Tens of thousands of servicemen who ‘caught a blighty wound’ would be removed by hospital ship back to England and then on to a network of hospitals ready to receive them across the country via ambulance train. Many of the new military hospitals opened to meet the ever growing numbers of returned wounded during the war were established in asylums and workhouses, where the inmates had been removed to other premises and the building re-equipped especially for the reception of wounded troops.

There were also hundreds of Auxiliary War Hospitals around the country – commonly referred to as ‘Red Cross Hospitals’ – that had been set up in private country houses, large rectories, and public buildings. These were funded and staffed predominantly by volunteers from the Joint War Organisation of the British Red Cross Society and Order of St. John of Jerusalem, with a paid qualified matron and surgeon (often a local doctor).

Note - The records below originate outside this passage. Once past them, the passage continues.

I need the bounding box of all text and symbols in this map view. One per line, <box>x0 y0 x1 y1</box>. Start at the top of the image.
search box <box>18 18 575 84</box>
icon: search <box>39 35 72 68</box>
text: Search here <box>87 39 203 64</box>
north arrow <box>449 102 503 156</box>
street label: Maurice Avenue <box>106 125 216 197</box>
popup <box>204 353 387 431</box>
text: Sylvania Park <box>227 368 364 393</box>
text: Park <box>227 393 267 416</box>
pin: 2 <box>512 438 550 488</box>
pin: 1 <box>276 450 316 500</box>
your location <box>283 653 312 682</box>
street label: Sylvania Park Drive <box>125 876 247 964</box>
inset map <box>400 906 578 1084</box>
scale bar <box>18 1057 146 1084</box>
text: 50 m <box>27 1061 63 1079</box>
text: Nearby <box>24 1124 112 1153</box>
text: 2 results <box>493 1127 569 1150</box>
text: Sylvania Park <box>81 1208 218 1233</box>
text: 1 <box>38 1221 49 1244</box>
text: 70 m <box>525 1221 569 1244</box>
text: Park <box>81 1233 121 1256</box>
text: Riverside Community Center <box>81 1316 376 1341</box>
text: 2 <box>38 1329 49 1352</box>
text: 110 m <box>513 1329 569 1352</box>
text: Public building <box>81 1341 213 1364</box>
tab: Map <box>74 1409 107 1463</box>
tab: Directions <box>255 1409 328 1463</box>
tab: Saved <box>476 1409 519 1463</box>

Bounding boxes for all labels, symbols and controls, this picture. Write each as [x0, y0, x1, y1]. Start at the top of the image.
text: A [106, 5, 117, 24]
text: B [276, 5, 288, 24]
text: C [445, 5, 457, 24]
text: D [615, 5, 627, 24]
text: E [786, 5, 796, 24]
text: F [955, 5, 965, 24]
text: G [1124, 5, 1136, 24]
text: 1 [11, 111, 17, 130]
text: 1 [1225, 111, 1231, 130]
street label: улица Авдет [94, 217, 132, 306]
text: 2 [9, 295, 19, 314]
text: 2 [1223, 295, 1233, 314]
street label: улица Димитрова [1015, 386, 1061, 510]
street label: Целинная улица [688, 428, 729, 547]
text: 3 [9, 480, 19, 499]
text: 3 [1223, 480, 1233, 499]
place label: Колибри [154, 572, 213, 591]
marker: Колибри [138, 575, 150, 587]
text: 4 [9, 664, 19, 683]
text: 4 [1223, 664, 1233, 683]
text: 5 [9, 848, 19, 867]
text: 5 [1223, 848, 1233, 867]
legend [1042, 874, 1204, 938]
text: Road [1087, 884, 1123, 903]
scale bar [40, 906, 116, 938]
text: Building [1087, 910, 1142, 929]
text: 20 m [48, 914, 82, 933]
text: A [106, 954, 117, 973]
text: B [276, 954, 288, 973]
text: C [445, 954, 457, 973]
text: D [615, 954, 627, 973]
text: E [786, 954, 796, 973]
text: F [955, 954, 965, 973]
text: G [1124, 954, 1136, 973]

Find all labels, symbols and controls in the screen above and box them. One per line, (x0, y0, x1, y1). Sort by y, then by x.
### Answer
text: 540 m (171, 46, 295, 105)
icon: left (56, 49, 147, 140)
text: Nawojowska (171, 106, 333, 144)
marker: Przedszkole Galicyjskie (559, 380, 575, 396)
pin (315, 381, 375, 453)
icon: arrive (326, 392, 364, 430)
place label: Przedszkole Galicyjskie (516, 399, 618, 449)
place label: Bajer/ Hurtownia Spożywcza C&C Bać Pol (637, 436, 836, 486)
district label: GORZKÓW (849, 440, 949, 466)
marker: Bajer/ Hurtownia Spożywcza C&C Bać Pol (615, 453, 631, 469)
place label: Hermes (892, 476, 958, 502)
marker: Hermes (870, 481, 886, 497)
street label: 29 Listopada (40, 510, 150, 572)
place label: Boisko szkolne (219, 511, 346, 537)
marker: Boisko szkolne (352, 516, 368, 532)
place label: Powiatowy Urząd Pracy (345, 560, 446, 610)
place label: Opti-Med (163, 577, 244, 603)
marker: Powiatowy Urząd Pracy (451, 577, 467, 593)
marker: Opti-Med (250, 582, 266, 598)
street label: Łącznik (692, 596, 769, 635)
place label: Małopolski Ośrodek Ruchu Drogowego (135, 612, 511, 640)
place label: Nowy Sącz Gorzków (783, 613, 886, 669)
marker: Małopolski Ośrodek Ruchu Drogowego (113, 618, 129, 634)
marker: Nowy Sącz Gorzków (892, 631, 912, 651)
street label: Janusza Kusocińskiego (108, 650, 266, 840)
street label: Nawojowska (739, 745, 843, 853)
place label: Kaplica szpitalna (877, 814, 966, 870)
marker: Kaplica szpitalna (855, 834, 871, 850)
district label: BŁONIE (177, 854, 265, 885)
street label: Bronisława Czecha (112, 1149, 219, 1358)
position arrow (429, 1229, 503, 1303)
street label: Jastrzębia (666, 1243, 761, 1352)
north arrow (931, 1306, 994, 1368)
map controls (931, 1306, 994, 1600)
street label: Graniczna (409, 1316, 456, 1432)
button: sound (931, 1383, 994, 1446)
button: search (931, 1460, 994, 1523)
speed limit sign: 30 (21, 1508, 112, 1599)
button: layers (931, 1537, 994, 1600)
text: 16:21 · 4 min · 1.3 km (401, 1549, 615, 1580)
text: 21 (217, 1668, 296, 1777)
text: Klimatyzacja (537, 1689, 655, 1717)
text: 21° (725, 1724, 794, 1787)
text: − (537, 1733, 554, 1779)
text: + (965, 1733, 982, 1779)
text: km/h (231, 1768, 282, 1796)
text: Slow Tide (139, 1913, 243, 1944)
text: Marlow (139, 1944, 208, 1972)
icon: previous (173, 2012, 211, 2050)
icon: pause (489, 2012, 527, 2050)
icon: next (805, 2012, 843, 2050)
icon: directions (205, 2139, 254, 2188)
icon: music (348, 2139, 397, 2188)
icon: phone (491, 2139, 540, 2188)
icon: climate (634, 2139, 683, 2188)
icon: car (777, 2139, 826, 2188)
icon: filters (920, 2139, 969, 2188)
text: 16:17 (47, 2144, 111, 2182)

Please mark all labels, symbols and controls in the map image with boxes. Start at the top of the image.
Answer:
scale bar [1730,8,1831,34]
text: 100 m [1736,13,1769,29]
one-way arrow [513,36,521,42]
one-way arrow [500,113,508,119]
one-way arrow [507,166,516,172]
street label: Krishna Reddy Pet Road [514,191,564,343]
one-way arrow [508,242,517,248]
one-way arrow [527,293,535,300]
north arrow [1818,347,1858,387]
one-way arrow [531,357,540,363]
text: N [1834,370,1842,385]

Some Auxiliary War Hospitals did provide operating theatres but in the main they were for convalescent troops. Sadly there were still those who did not make it through and across the graveyards of Great Britain there may be found the graves of service personnel brought back as returned wounded from the battlefront who then died in home hospitals, as well as those who died while on home service. These are all marked by the same distinctive headstones of the Commonwealth War Graves Commission that can be found all over the world.

The massive losses incurred during World War One saw family bereavements turn into a national sense of loss and remembrance – everybody was related to or at least knew someone who lost their life in the war. A host of veteran’s aid societies and old comrades groups were established to help those who were still suffering through injuries or families left in dire circumstances with the loss of their main breadwinner; notable among these groups created was The British Legion, which held its first official Poppy Day on 11 November 1921.

memoriam card
Cover of the in memoriam card for Stanley Curson White

Throughout the 1920s, families in villages, towns and cities soon came to terms with the fact that many of their loved ones posted ‘missing’ were not going to come home and built their war memorials. Paid for by public subscriptions, they were frequently tall white stone crosses, simple in design, bearing the names of the local men who gave their all in ‘The Great War’.